(Stored items from a collection)
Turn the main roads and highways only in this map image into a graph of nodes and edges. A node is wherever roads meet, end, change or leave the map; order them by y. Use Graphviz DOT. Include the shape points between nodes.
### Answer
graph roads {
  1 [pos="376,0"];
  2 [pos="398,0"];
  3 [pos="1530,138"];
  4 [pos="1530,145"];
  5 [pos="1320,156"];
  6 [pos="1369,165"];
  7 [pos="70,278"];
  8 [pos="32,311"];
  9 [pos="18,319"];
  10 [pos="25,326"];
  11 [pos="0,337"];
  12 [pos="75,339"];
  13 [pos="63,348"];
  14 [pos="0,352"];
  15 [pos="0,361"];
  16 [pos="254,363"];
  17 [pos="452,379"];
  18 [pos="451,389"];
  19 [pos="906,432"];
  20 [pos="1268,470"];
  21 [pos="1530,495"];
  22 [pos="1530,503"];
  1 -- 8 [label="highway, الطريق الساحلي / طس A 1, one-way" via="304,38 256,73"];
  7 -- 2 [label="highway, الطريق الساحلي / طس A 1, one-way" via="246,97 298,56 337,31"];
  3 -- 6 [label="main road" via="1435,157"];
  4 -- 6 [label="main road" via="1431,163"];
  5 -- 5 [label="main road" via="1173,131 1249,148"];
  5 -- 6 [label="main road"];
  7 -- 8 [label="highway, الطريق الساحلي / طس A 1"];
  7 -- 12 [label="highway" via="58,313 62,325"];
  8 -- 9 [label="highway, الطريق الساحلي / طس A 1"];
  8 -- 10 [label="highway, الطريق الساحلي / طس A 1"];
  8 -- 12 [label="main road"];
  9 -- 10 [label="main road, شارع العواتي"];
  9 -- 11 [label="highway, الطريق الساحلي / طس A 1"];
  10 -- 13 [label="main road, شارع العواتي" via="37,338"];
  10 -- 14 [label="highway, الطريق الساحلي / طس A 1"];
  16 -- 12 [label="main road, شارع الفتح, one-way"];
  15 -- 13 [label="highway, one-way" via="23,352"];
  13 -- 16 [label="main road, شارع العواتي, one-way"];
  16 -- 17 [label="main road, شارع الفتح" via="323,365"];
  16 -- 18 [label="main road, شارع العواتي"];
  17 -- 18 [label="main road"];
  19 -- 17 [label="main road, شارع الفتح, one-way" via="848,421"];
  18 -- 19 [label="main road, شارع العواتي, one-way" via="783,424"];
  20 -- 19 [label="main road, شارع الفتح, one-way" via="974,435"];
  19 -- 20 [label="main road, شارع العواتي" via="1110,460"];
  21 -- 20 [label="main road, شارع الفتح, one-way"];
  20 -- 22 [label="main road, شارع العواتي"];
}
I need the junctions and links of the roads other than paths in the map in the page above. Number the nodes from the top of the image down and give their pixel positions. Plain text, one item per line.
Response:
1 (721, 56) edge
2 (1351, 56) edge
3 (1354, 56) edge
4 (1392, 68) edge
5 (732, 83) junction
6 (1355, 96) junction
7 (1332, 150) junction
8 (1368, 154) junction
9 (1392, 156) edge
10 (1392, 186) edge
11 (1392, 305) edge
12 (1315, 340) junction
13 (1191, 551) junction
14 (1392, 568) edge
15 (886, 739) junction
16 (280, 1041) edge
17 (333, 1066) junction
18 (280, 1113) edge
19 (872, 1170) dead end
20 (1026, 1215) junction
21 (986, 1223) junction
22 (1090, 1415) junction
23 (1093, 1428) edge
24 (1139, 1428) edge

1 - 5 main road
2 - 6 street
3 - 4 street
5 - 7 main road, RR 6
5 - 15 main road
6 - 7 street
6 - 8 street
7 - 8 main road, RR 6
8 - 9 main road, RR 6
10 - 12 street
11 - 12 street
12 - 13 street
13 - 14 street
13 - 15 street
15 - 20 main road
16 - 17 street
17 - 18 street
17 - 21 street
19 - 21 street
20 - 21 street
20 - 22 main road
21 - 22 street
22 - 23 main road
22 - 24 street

§ **Action item**
I would like the records restated exactly, with every line intact.

§ **Answer for the task**
Turn the main roads and highways only in this map image into a graph of nodes and edges. A node is wherever roads meet, end, change or leave the map; order them by y. Use Graphviz DOT. Include the shape points between nodes.
### Answer
graph roads {
  1 [pos="376,0"];
  2 [pos="398,0"];
  3 [pos="1530,138"];
  4 [pos="1530,145"];
  5 [pos="1320,156"];
  6 [pos="1369,165"];
  7 [pos="70,278"];
  8 [pos="32,311"];
  9 [pos="18,319"];
  10 [pos="25,326"];
  11 [pos="0,337"];
  12 [pos="75,339"];
  13 [pos="63,348"];
  14 [pos="0,352"];
  15 [pos="0,361"];
  16 [pos="254,363"];
  17 [pos="452,379"];
  18 [pos="451,389"];
  19 [pos="906,432"];
  20 [pos="1268,470"];
  21 [pos="1530,495"];
  22 [pos="1530,503"];
  1 -- 8 [label="highway, الطريق الساحلي / طس A 1, one-way" via="304,38 256,73"];
  7 -- 2 [label="highway, الطريق الساحلي / طس A 1, one-way" via="246,97 298,56 337,31"];
  3 -- 6 [label="main road" via="1435,157"];
  4 -- 6 [label="main road" via="1431,163"];
  5 -- 5 [label="main road" via="1173,131 1249,148"];
  5 -- 6 [label="main road"];
  7 -- 8 [label="highway, الطريق الساحلي / طس A 1"];
  7 -- 12 [label="highway" via="58,313 62,325"];
  8 -- 9 [label="highway, الطريق الساحلي / طس A 1"];
  8 -- 10 [label="highway, الطريق الساحلي / طس A 1"];
  8 -- 12 [label="main road"];
  9 -- 10 [label="main road, شارع العواتي"];
  9 -- 11 [label="highway, الطريق الساحلي / طس A 1"];
  10 -- 13 [label="main road, شارع العواتي" via="37,338"];
  10 -- 14 [label="highway, الطريق الساحلي / طس A 1"];
  16 -- 12 [label="main road, شارع الفتح, one-way"];
  15 -- 13 [label="highway, one-way" via="23,352"];
  13 -- 16 [label="main road, شارع العواتي, one-way"];
  16 -- 17 [label="main road, شارع الفتح" via="323,365"];
  16 -- 18 [label="main road, شارع العواتي"];
  17 -- 18 [label="main road"];
  19 -- 17 [label="main road, شارع الفتح, one-way" via="848,421"];
  18 -- 19 [label="main road, شارع العواتي, one-way" via="783,424"];
  20 -- 19 [label="main road, شارع الفتح, one-way" via="974,435"];
  19 -- 20 [label="main road, شارع العواتي" via="1110,460"];
  21 -- 20 [label="main road, شارع الفتح, one-way"];
  20 -- 22 [label="main road, شارع العواتي"];
}
I need the junctions and links of the roads other than paths in the map in the page above. Number the nodes from the top of the image down and give their pixel positions. Plain text, one item per line.
Response:
1 (721, 56) edge
2 (1351, 56) edge
3 (1354, 56) edge
4 (1392, 68) edge
5 (732, 83) junction
6 (1355, 96) junction
7 (1332, 150) junction
8 (1368, 154) junction
9 (1392, 156) edge
10 (1392, 186) edge
11 (1392, 305) edge
12 (1315, 340) junction
13 (1191, 551) junction
14 (1392, 568) edge
15 (886, 739) junction
16 (280, 1041) edge
17 (333, 1066) junction
18 (280, 1113) edge
19 (872, 1170) dead end
20 (1026, 1215) junction
21 (986, 1223) junction
22 (1090, 1415) junction
23 (1093, 1428) edge
24 (1139, 1428) edge

1 - 5 main road
2 - 6 street
3 - 4 street
5 - 7 main road, RR 6
5 - 15 main road
6 - 7 street
6 - 8 street
7 - 8 main road, RR 6
8 - 9 main road, RR 6
10 - 12 street
11 - 12 street
12 - 13 street
13 - 14 street
13 - 15 street
15 - 20 main road
16 - 17 street
17 - 18 street
17 - 21 street
19 - 21 street
20 - 21 street
20 - 22 main road
21 - 22 street
22 - 23 main road
22 - 24 street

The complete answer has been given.